EUGLOREH project
THE STATUS OF HEALTH IN THE EUROPEAN UNION:
TOWARDS A HEALTHIER EUROPE

FULL REPORT

PART IV - PROTECTING AND PROMOTING  PUBLIC HEALTH AND TREATING  DISEASES: HEALTH SYSTEMS, SERVICES AND POLICIES

13. THE WAY FORWARD

Acronyms

«»

Links:  Standard Highlighted

Link to concordances are always highlighted on mouse hover

13.

THE WAY FORWARD

 

Acronyms

 

DALYs

Disability Adjusted Life Years

EACH

European Association for Children in Hospital

EBD

Environmental burden of disease estimates

EGE

Ethics and New Technologies

ERC

European Research Council

ESF

European Social Fund

FP7

Framework Programme 7

LMI

Lead MarketInitiative

OECD

Organization for the Economic Cooperation and Development

QALYs

Quality Adjusted Life Years

S&E

Science and Engineering

 

 

Public health can be defined as the art and science of preventing disease, prolonging life and promoting health through the organized efforts of society. It differs from health services in its focus on the population rather than on the individual, and involves efforts by all government sectors and levels.

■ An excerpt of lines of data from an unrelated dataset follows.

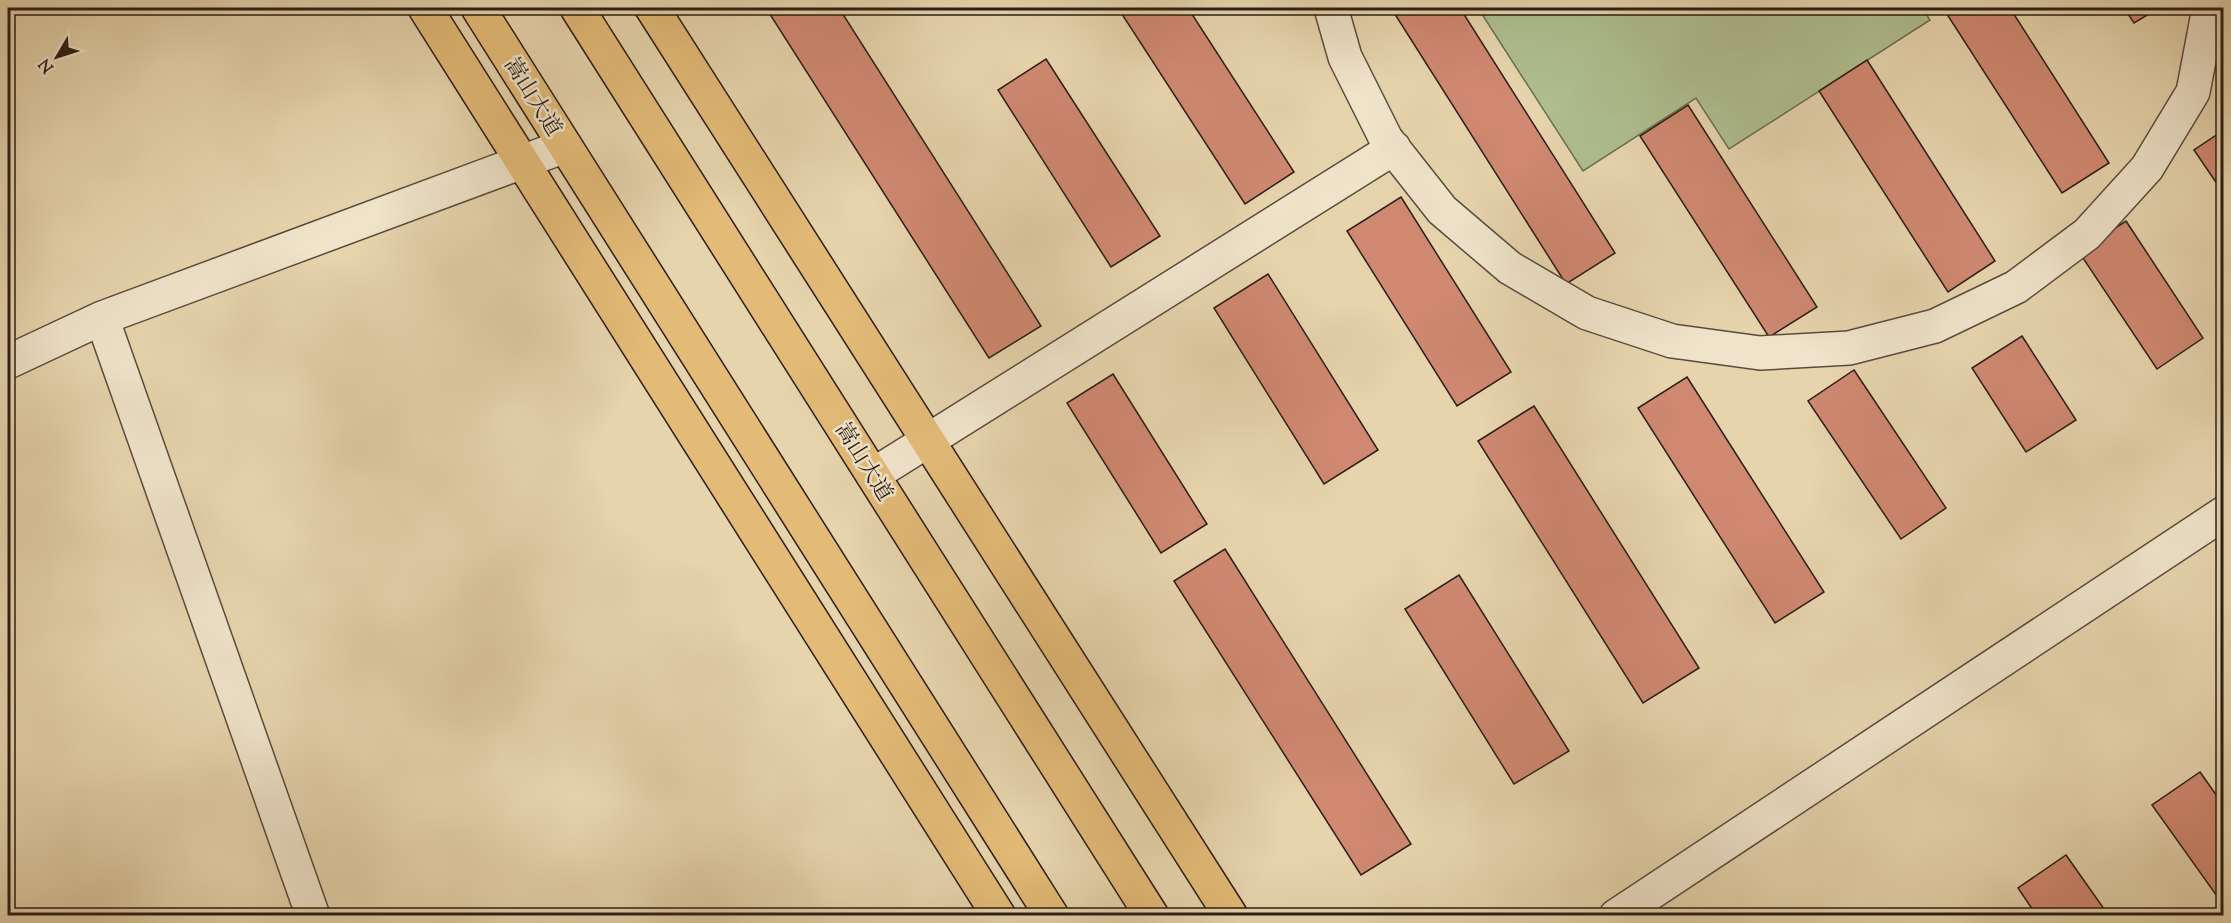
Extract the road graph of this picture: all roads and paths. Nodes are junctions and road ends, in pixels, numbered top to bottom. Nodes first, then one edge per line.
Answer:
1 (425, 8) edge
2 (478, 8) edge
3 (577, 8) edge
4 (652, 8) edge
5 (1331, 8) edge
6 (2209, 8) edge
7 (565, 146) junction
8 (1394, 148) junction
9 (523, 161) junction
10 (102, 318) junction
11 (8, 362) edge
12 (928, 440) junction
13 (873, 475) junction
14 (2223, 513) edge
15 (313, 915) edge
16 (999, 915) edge
17 (1052, 915) edge
18 (1152, 915) edge
19 (1231, 915) edge
20 (1616, 915) edge

1 - 9 main road
2 - 7 main road, 嵩山大道
3 - 13 main road, 嵩山大道
4 - 12 main road
5 - 8 street
6 - 8 street
7 - 9 street
7 - 17 main road, 嵩山大道
8 - 12 street
9 - 10 street
9 - 16 main road
10 - 11 street
10 - 15 street
12 - 13 street
12 - 19 main road
13 - 18 main road, 嵩山大道
14 - 20 street

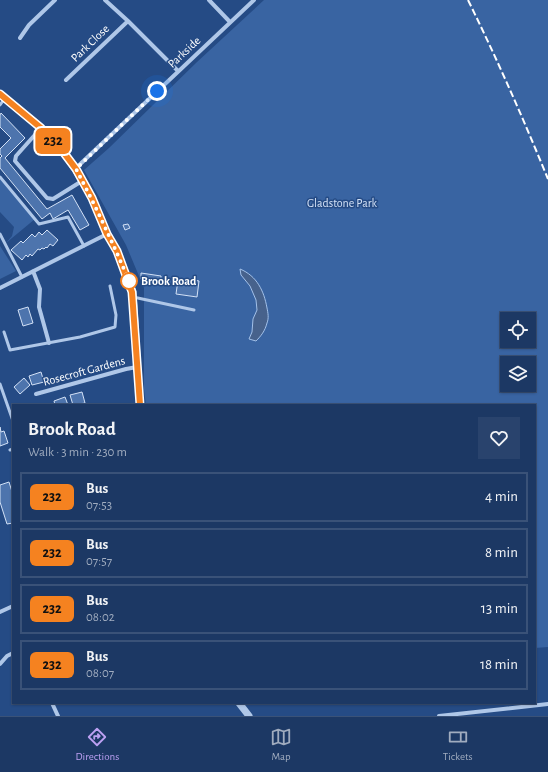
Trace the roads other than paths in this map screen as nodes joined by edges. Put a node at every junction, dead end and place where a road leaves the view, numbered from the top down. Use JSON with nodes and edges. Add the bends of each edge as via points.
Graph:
{"nodes":[{"id":1,"x":55,"y":0,"type":"edge"},
{"id":2,"x":105,"y":0,"type":"edge"},
{"id":3,"x":209,"y":0,"type":"edge"},
{"id":4,"x":254,"y":0,"type":"edge"},
{"id":5,"x":128,"y":20,"type":"junction"},
{"id":6,"x":230,"y":22,"type":"junction"},
{"id":7,"x":20,"y":38,"type":"dead end"},
{"id":8,"x":178,"y":71,"type":"junction"},
{"id":9,"x":66,"y":80,"type":"dead end"},
{"id":10,"x":2,"y":96,"type":"edge"},
{"id":11,"x":0,"y":105,"type":"edge"},
{"id":12,"x":41,"y":128,"type":"junction"},
{"id":13,"x":76,"y":169,"type":"junction"},
{"id":14,"x":0,"y":177,"type":"edge"},
{"id":15,"x":82,"y":181,"type":"junction"},
{"id":16,"x":0,"y":234,"type":"edge"},
{"id":17,"x":107,"y":234,"type":"junction"},
{"id":18,"x":84,"y":246,"type":"junction"},
{"id":19,"x":33,"y":272,"type":"junction"},
{"id":20,"x":22,"y":277,"type":"junction"},
{"id":21,"x":110,"y":286,"type":"dead end"},
{"id":22,"x":0,"y":288,"type":"edge"},
{"id":23,"x":133,"y":297,"type":"junction"},
{"id":24,"x":194,"y":310,"type":"dead end"},
{"id":25,"x":4,"y":332,"type":"dead end"},
{"id":26,"x":49,"y":343,"type":"junction"},
{"id":27,"x":137,"y":368,"type":"junction"},
{"id":28,"x":0,"y":384,"type":"edge"},
{"id":29,"x":36,"y":394,"type":"dead end"},
{"id":30,"x":140,"y":404,"type":"edge"},
{"id":31,"x":12,"y":418,"type":"edge"},
{"id":32,"x":12,"y":606,"type":"edge"},
{"id":33,"x":0,"y":612,"type":"edge"},
{"id":34,"x":12,"y":654,"type":"edge"},
{"id":35,"x":0,"y":664,"type":"edge"},
{"id":36,"x":52,"y":704,"type":"edge"},
{"id":37,"x":240,"y":704,"type":"edge"},
{"id":38,"x":548,"y":704,"type":"edge"},
{"id":39,"x":454,"y":715,"type":"edge"},
{"id":40,"x":58,"y":716,"type":"edge"},
{"id":41,"x":249,"y":716,"type":"edge"},
{"id":42,"x":439,"y":716,"type":"edge"}],
"edges":[{"from":1,"to":7,"type":"street","via":[[29,25]]},
{"from":2,"to":5,"type":"street"},
{"from":3,"to":6,"type":"street"},
{"from":4,"to":6,"type":"street","name":"Parkside"},
{"from":5,"to":8,"type":"street"},
{"from":5,"to":9,"type":"street","name":"Park Close"},
{"from":6,"to":8,"type":"street","name":"Parkside"},
{"from":8,"to":13,"type":"street","name":"Parkside"},
{"from":10,"to":11,"type":"lane"},
{"from":10,"to":12,"type":"street"},
{"from":12,"to":13,"type":"street"},
{"from":12,"to":15,"type":"street","via":[[14,161],[46,198],[52,199]]},
{"from":13,"to":15,"type":"street"},
{"from":14,"to":18,"type":"lane","via":[[39,224],[68,217]]},
{"from":15,"to":17,"type":"street"},
{"from":16,"to":20,"type":"lane"},
{"from":17,"to":18,"type":"street"},
{"from":17,"to":23,"type":"street","via":[[120,258]]},
{"from":18,"to":19,"type":"street"},
{"from":19,"to":20,"type":"street"},
{"from":19,"to":26,"type":"street","via":[[40,289],[39,307]]},
{"from":20,"to":22,"type":"street"},
{"from":21,"to":26,"type":"lane","via":[[116,315],[115,327]]},
{"from":23,"to":24,"type":"lane"},
{"from":23,"to":27,"type":"street"},
{"from":25,"to":26,"type":"lane","via":[[10,350]]},
{"from":27,"to":29,"type":"street","name":"Rosecroft Gardens"},
{"from":27,"to":30,"type":"street"},
{"from":28,"to":31,"type":"lane"},
{"from":32,"to":33,"type":"street"},
{"from":34,"to":35,"type":"street"},
{"from":36,"to":40,"type":"street"},
{"from":37,"to":41,"type":"street"},
{"from":38,"to":39,"type":"street"},
{"from":39,"to":42,"type":"street"}]}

Primary prevention aims at reducing or removing the cause of a disease or illness, while secondary prevention seeks to identify individuals at an early stage of a disease when this is still reversible. Many countries have developed national public health strategies, accompanied by goals to be achieved. The strategies differ, reflecting the national context and political choices, but they also have much in common, for example the widespread emphasis on tackling inequalities in health. Comprehensive policies to reduce social inequalities in health can be seen in several countries. The concept of health strategies has echoes at international level. In the EU, following the Maastricht Treaty in 1992, eight priority areas were identified for community action programmes based on the burden of the disease, its socioeconomic impact, the degree to which it is amenable to preventive action, and whether the programmes would be valuable and complementary to current practice in the member states. These priority areas were identified as: health promotion, cancer, AIDS, drug dependence, health monitoring, injuries, rare diseases and pollution-related diseases. The latest of the EU’s multi-annual public health programmes runs from 2003-2008, and aims at: improving information and knowledge for the development of public health, enhancing the capability of responding rapidly and in a coordinated fashion to threats to health, and promoting health and preventing disease by addressing health determinants across all policies and activities. The programme’s implementation is overseen by the European Commission’s Public Health Executive Agency.

 

In addition, the European Commission, in collaboration with its Member States have produced - mainly as Council Conclusions or Recommendations - Documents to control specific diseases or health determinants.

 

Public health spending is extremely difficult to accurately measure and compare across countries. The data suggest that, despite increased attention at policy level and development of national policies, there has been an increase in funding only in some countries, such as Austria (from 1.3% total health spending in 1995 to 2% in 2004), and the Netherlands (from 2.8% in 1990 to 5% in 2004). Very low levels of funding are seen in most countries, with public health and prevention accounting for about 0.5% of total health spending in Denmark and 0.6% in Italy, to 4.9% in the Netherlands and 3.9% in Finland. However, where data exist, some countries have shown an increasing proportion of funding allocated to public health e.g. Austria, Finland, France, the Netherlands, Slovakia and Spain. It is important to exercise caution when interpreting public health expenditure data as some public health programmes may not be accounted for, such as those related to GP practice; public health activities may be coordinated or funded by other ministries e.g. social and environmental sectors; and costs for some activities, in particular occupational health programmes, may fall on private enterprises.

 

A very interesting approach has been developed in the UK with the recent inclusion of the cost effectiveness evaluation of public health interventions in the remit of the National Institute of Health and Clinical Excellence. The methodology used for making decisions and setting priorities in public health typically relate to population health status, epidemiological data, burden of the disease and, at times, scope for prevention. Also important in this process, however less documented, are political negotiations, pressure from interest groups and informal processes.